Ada banyak aktivitas yang bisa Anda lakukan dengan uang elektronik, mulai dari berbelanja di minimarket atau supermarket, membayar tol, serta membayar transportasi umum seperti TransJakarta dan KRL Commuter Line. Setelah gajian, hitunglah estimasi kebutuhan Anda menggunakan uang elektronik dalam jangka waktu tertentu, dan segera alihkan dana ke uang elektronik.
2. Simpan dana darurat dalam bentuk emas
Jika selama ini Anda menyimpan dana darurat dalam bentuk tabungan, Anda mungkin harus mengubah ke bentuk yang lebih aman. Salah satu syarat dana darurat adalah likuid alias mudah dicairkan. Jadi, selain tabungan, logam mulia atau emas batangan adalah bentuk yang bisa Anda pilih.
Dana darurat adalah sejumlah uang yang disimpan untuk menghadapi kebutuhan-kebutuhan tak terduga. Jumlahnya bisa berkisar antara 6-15 kali rata-rata pengeluaran bulanan, disesuaikan dengan kondisi masing-masing orang.
Jika sudah mengalihkan dana darurat dalam bentuk emas, Anda tinggal menyimpan emas di tempat yang aman. Saat membutuhkan dana darurat, Anda bisa menjual emas ke Pegadaian maupun toko emas.
3. Investasikan uang Anda
Kalau selama ini Anda belum berinvestasi, kasus pembobolan rekening bisa jadi momentum yang tepat untuk mulai berinvestasi. Tujuannya, agar dana Anda tidak hanya terkumpul di satu tempat saja yaitu tabungan.

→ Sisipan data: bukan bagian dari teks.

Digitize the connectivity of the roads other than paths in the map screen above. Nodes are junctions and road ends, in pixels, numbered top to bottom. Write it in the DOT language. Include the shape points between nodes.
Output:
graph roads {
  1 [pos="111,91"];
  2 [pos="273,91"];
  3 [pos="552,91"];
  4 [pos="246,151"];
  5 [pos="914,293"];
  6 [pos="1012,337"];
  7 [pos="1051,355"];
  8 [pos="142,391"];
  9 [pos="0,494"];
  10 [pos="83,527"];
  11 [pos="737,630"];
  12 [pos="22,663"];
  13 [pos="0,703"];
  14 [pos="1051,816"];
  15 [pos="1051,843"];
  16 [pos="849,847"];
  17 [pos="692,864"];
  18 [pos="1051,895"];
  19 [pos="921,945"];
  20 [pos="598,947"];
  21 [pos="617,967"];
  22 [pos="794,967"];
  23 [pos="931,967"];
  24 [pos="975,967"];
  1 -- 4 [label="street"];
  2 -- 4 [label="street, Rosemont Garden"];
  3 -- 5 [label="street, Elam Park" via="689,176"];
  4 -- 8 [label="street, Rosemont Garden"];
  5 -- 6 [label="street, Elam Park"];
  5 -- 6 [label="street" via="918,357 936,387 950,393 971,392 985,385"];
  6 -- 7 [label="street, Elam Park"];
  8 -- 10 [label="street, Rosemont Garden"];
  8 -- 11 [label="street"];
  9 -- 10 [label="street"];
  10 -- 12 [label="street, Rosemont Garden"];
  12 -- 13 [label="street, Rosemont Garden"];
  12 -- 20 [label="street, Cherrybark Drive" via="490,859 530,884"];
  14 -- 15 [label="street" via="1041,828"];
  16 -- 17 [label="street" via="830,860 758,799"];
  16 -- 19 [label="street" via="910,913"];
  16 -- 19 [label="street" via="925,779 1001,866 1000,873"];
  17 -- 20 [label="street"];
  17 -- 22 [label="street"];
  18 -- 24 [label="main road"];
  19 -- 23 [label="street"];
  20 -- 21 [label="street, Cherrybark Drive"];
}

Sebar lah dana Anda ke instrumen investasi. Untuk memilih instrumen investasi, sesuaikan dengan profil risiko dan tujuan keuangan yang Anda miliki. Jika Anda kurang menyukai risiko atau ingin selalu aman dalam berinvestasi, artinya Anda memiliki profil risiko konservatif.
Sementara jika Anda sedikit bisa menerima risiko, maka Anda memiliki profil risiko moderat. Dan, bagi Anda yang memiliki profil risiko agresif, artinya Anda siap menerima risiko yang tinggi.

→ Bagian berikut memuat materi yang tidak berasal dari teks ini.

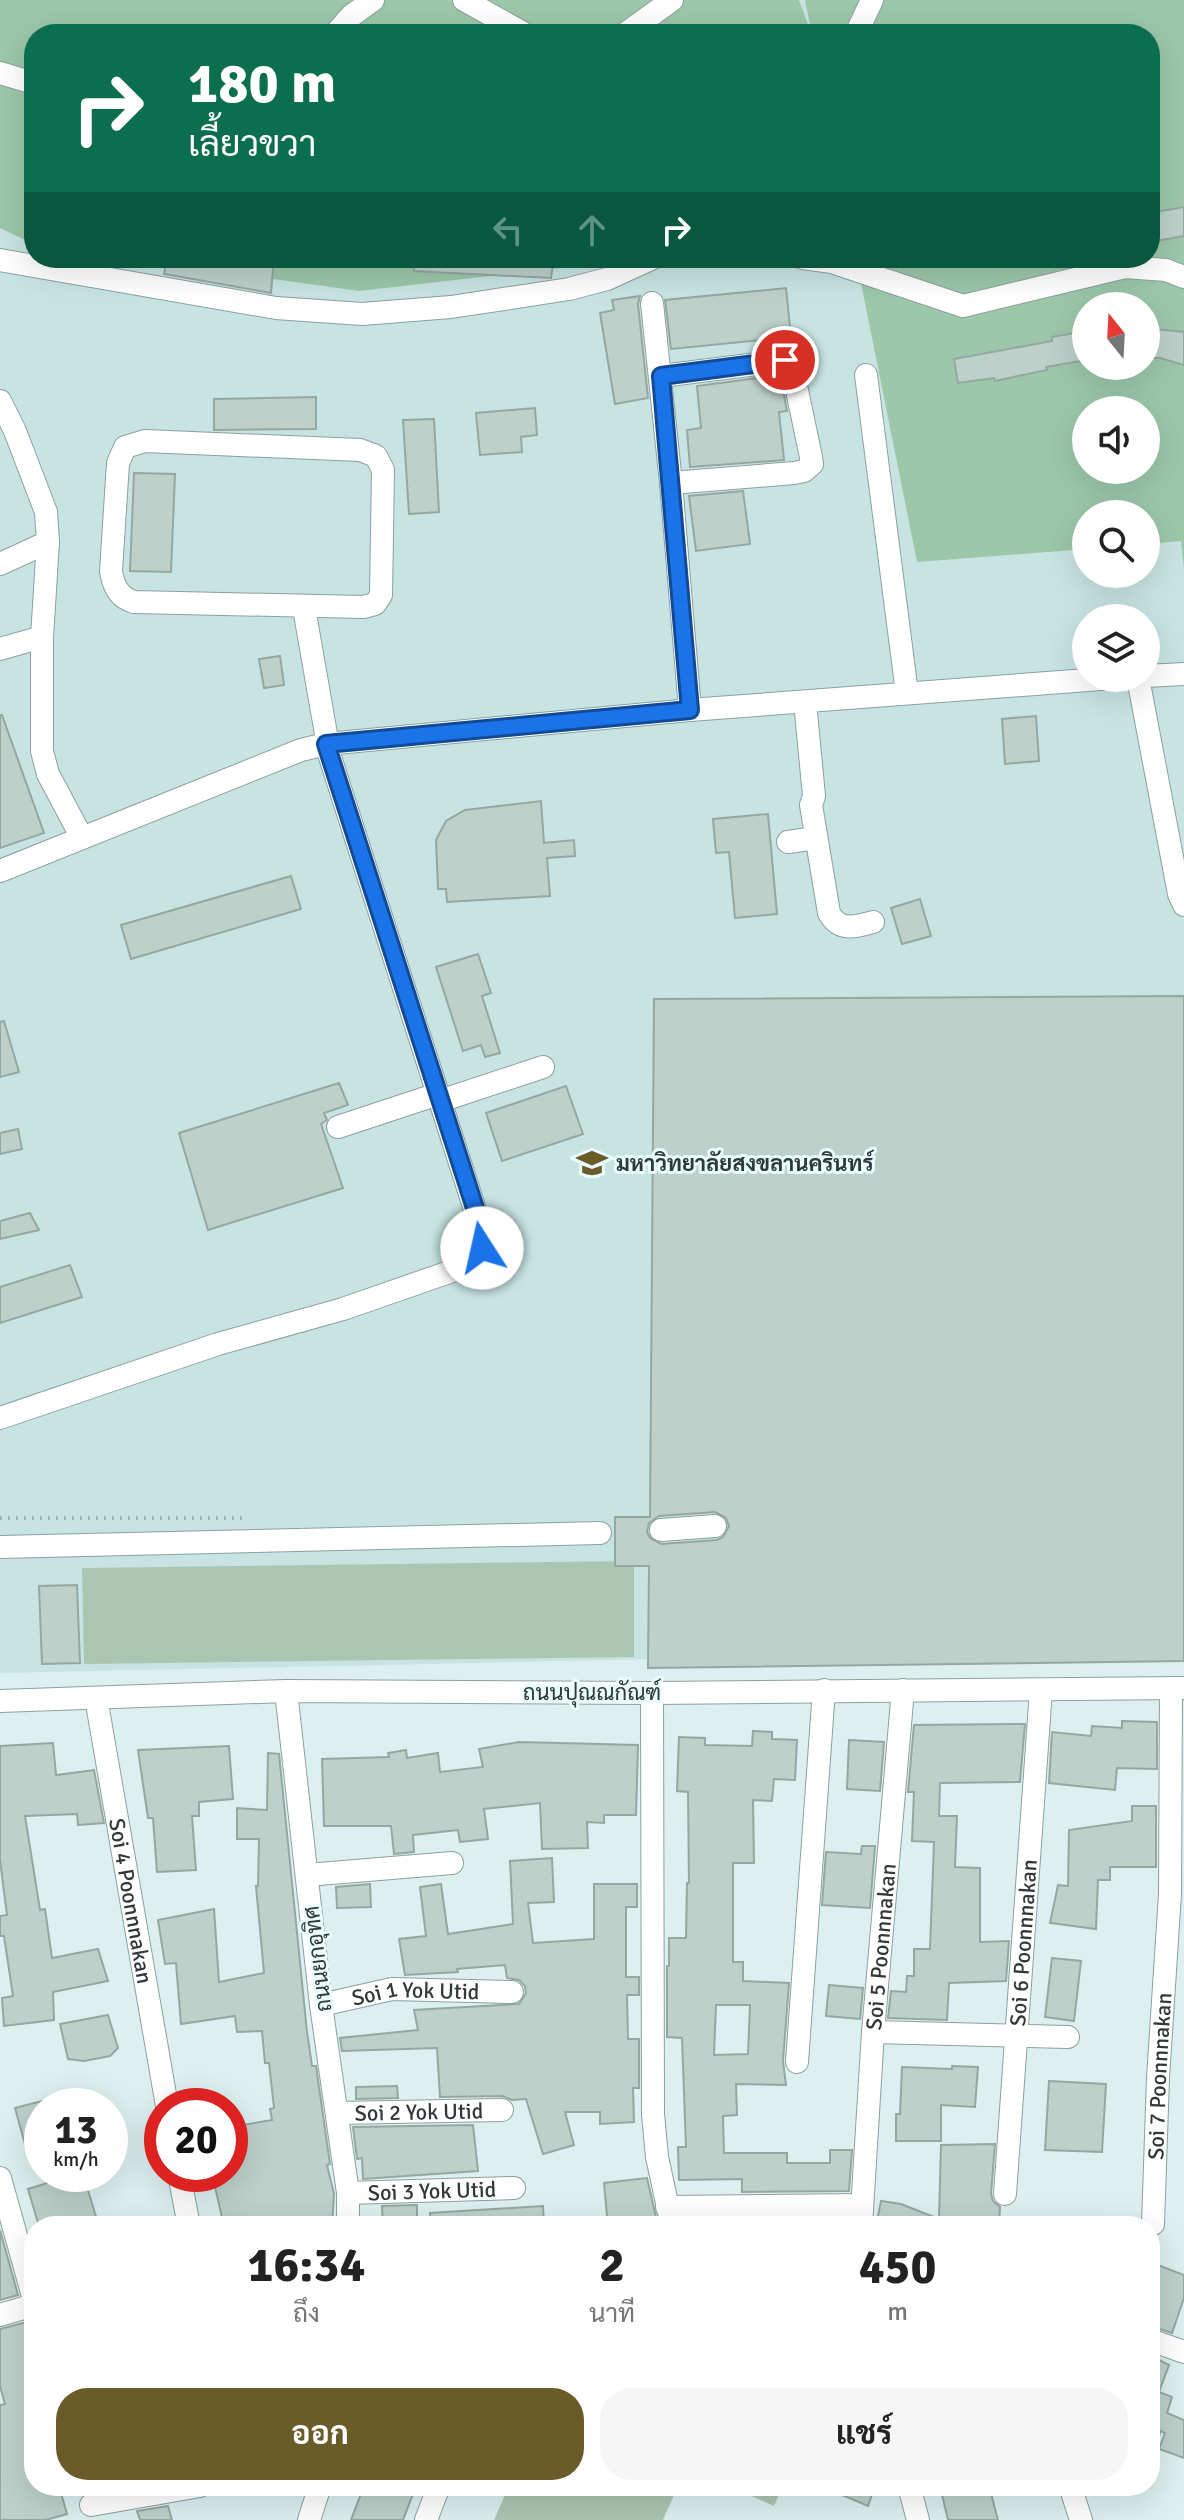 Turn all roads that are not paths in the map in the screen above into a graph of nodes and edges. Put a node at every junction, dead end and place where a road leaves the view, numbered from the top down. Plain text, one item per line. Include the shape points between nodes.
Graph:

4. Lebih hati-hati dalam menggunakan ATM
Agar terhindar dari alat skimming yang terpasang di mesin ATM, Anda harus memperhatikan beberapa hal. Pertama, perlakukan PIN dengan hati-hati. Meski tidak ada orang lain saat Anda berada di depan mesin ATM, Anda tetap harus berhati-hati saat bertransaksi.
Selalu tutup dengan tangan ketika Anda menekan PIN. Selain itu, ganti PIN ATM secara berkala. Tujuannya, agar PIN yang telah terlacak dengan alat skimming tidak bisa lagi digunakan.

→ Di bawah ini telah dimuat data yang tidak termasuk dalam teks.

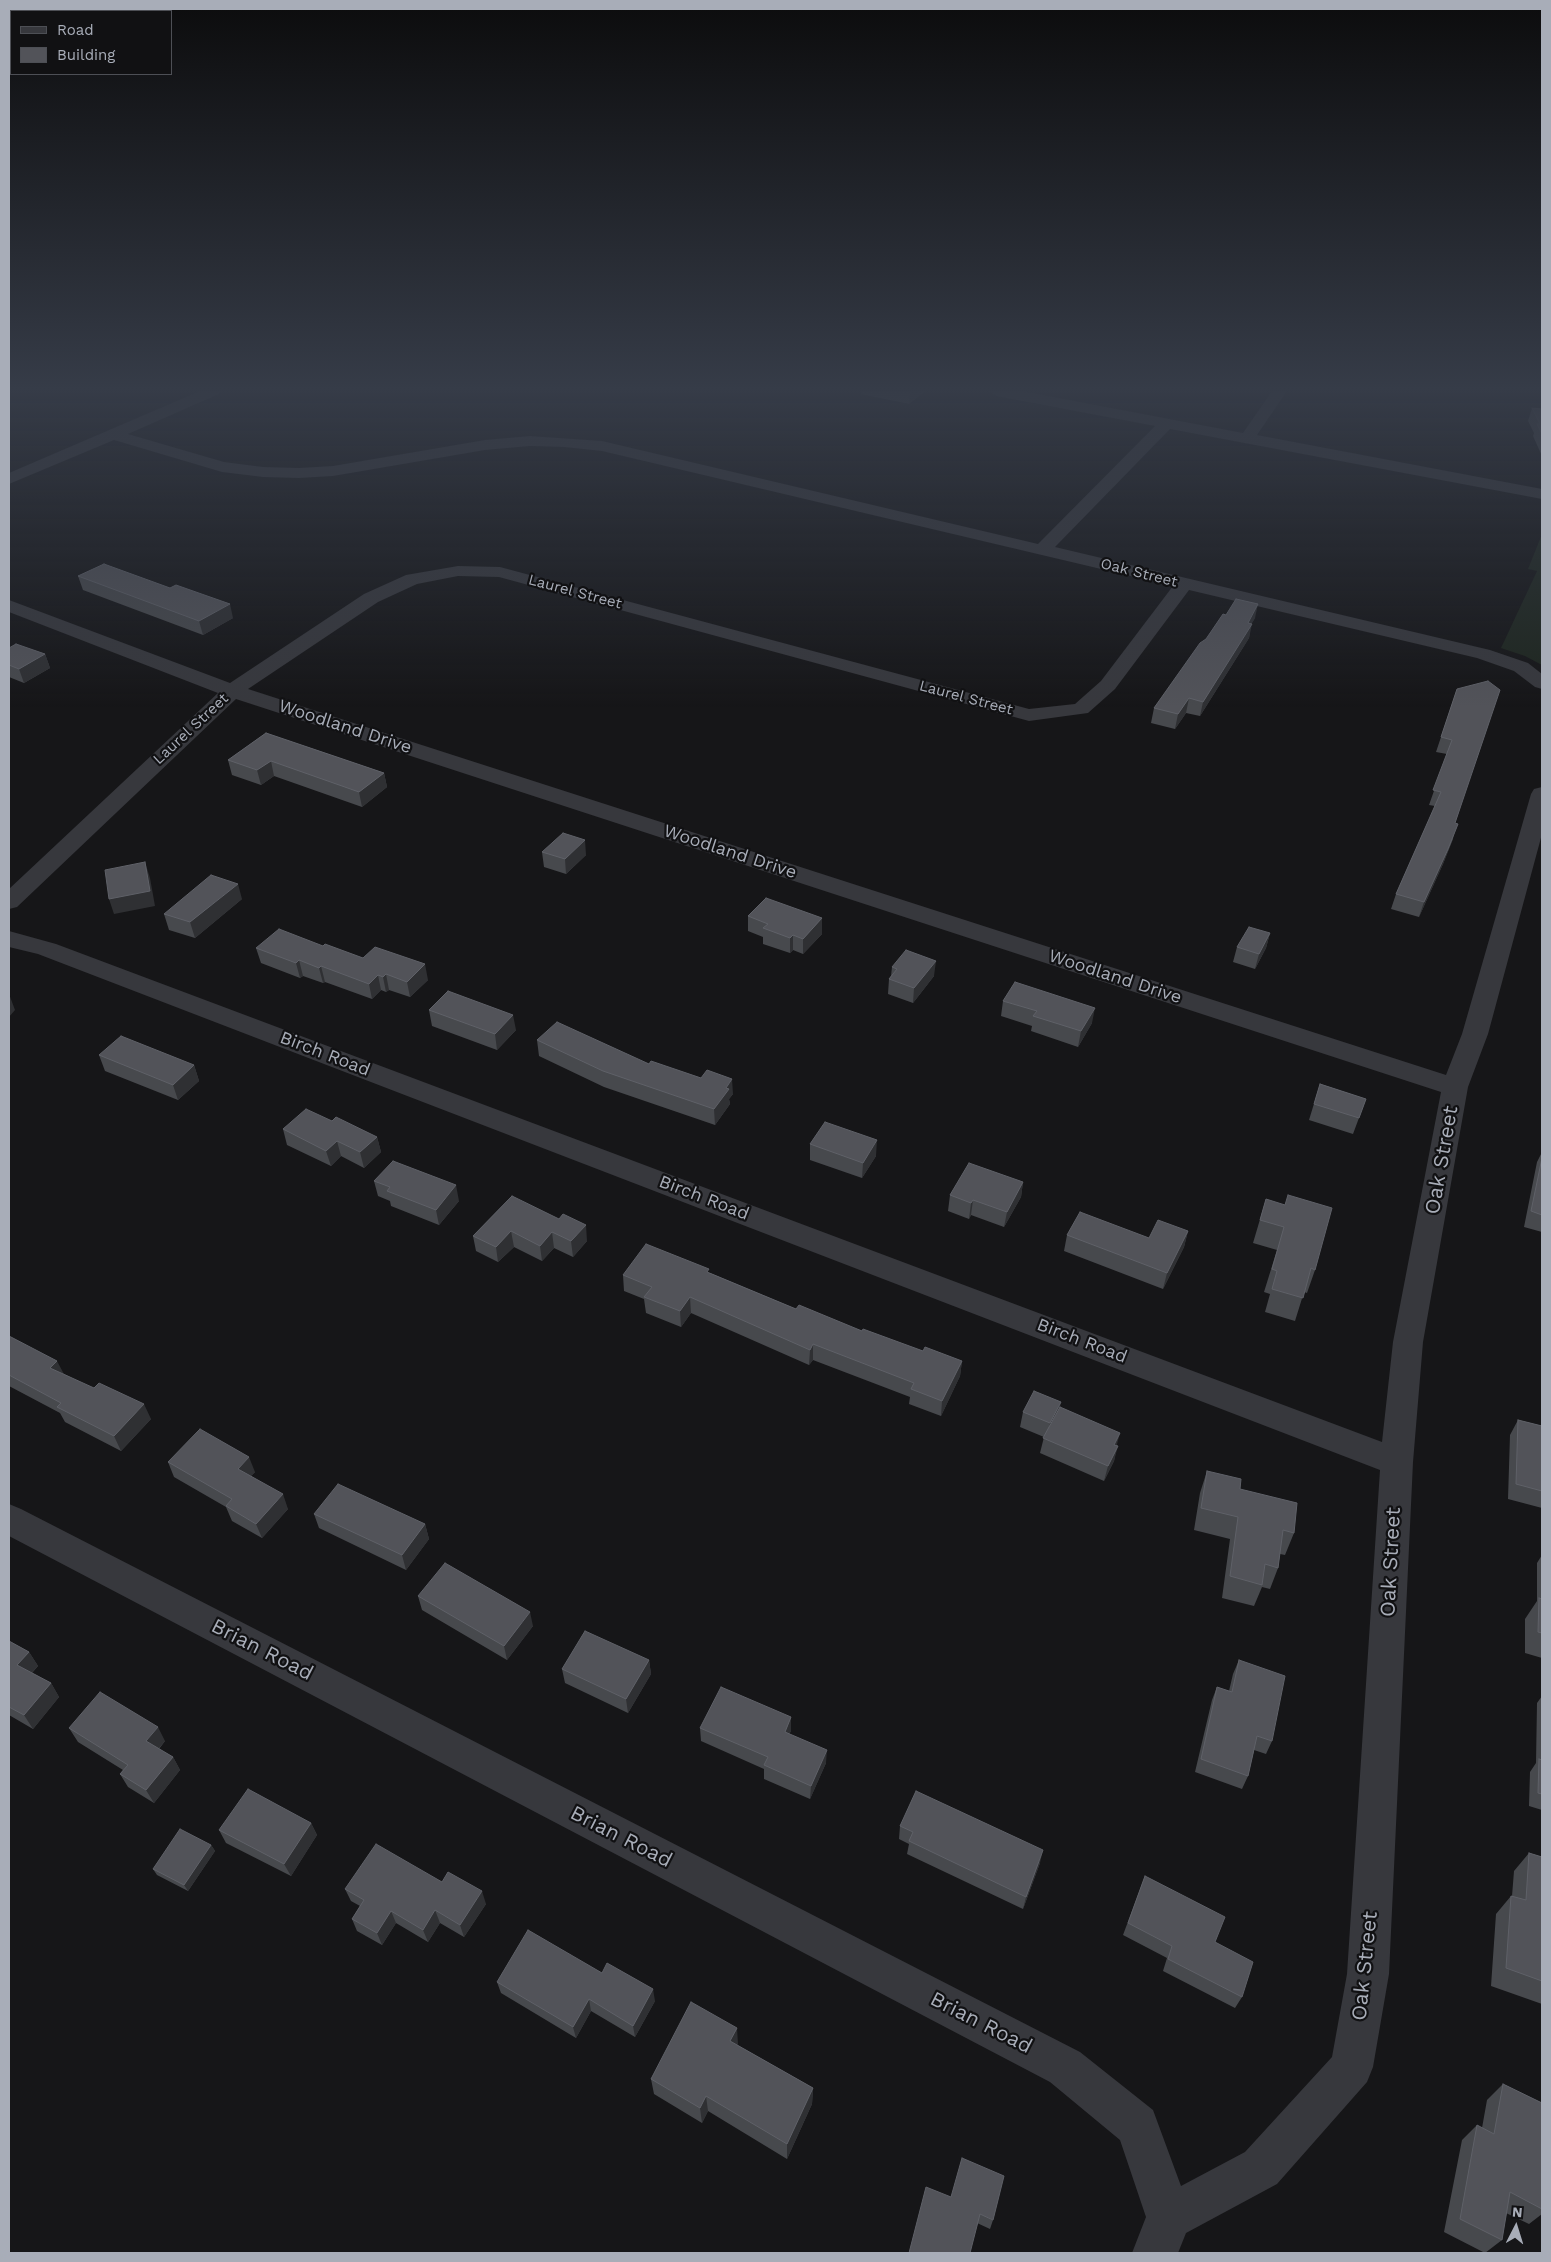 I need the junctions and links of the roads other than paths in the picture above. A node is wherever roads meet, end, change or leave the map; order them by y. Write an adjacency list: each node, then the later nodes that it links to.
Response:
1 (818, 497): 3 (street, Oak Street)
2 (1095, 497): 3 (street)
3 (1043, 549): 4 (street, Oak Street)
4 (1184, 584): 6 (street, Oak Street); 7 (street, Laurel Street)
5 (9, 606): 7 (street, Woodland Drive)
6 (1542, 683)
7 (232, 691): 9 (street, Laurel Street); 11 (street, Woodland Drive)
8 (1542, 794): 11 (street, Oak Street)
9 (9, 902)
10 (9, 939): 12 (street, Birch Road)
11 (1455, 1087): 12 (street, Oak Street)
12 (1397, 1462): 14 (street, Oak Street)
13 (9, 1519): 14 (street, Brian Road)
14 (1169, 2217): 15 (street)
15 (1156, 2253)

Kedua, cek saldo secara teratur. Agar lebih mudah, aktifkan notifikasi transaksi melalui SMS dan email, tujuannya agar Anda cepat mengetahui ketika terjadi transaksi yang ganjil. Anda bisa segera melakukan pelaporan ke bank agar bank dapat mengurusnya.
Ketiga, Anda harus memeriksa kondisi ATM sebelum mulai transaksi. Misalnya saja, pada bagian lubang tempat memasukkan kartu ATM. Lihatlah apakah ada lampu yang menyala. Apabila lampu tidak menyala, bisa jadi ada alat skimming yang terpasang.
Atau, jika bagian lubang tersebut terlihat pecah-pecah, waspadalah. Karena saat memasang alat skimming, perlu membongkar beberapa bagian mesin ATM. Waspadai juga benda-benda yang ada di sekitar ATM, misalnya kotak brosur, yang mungkin saja menjadi tempat untuk menyimpan kamera tersembunyi.
Keempat, ketika memasukkan kartu ATM ke lubang, Anda bisa menggoyangkanya. Mengapa? Karena alat skimming akan membaca data dalam satu gerakan. Maka, jika kartu ATM bergoyang, alat tersebut akan kesulitan membaca data.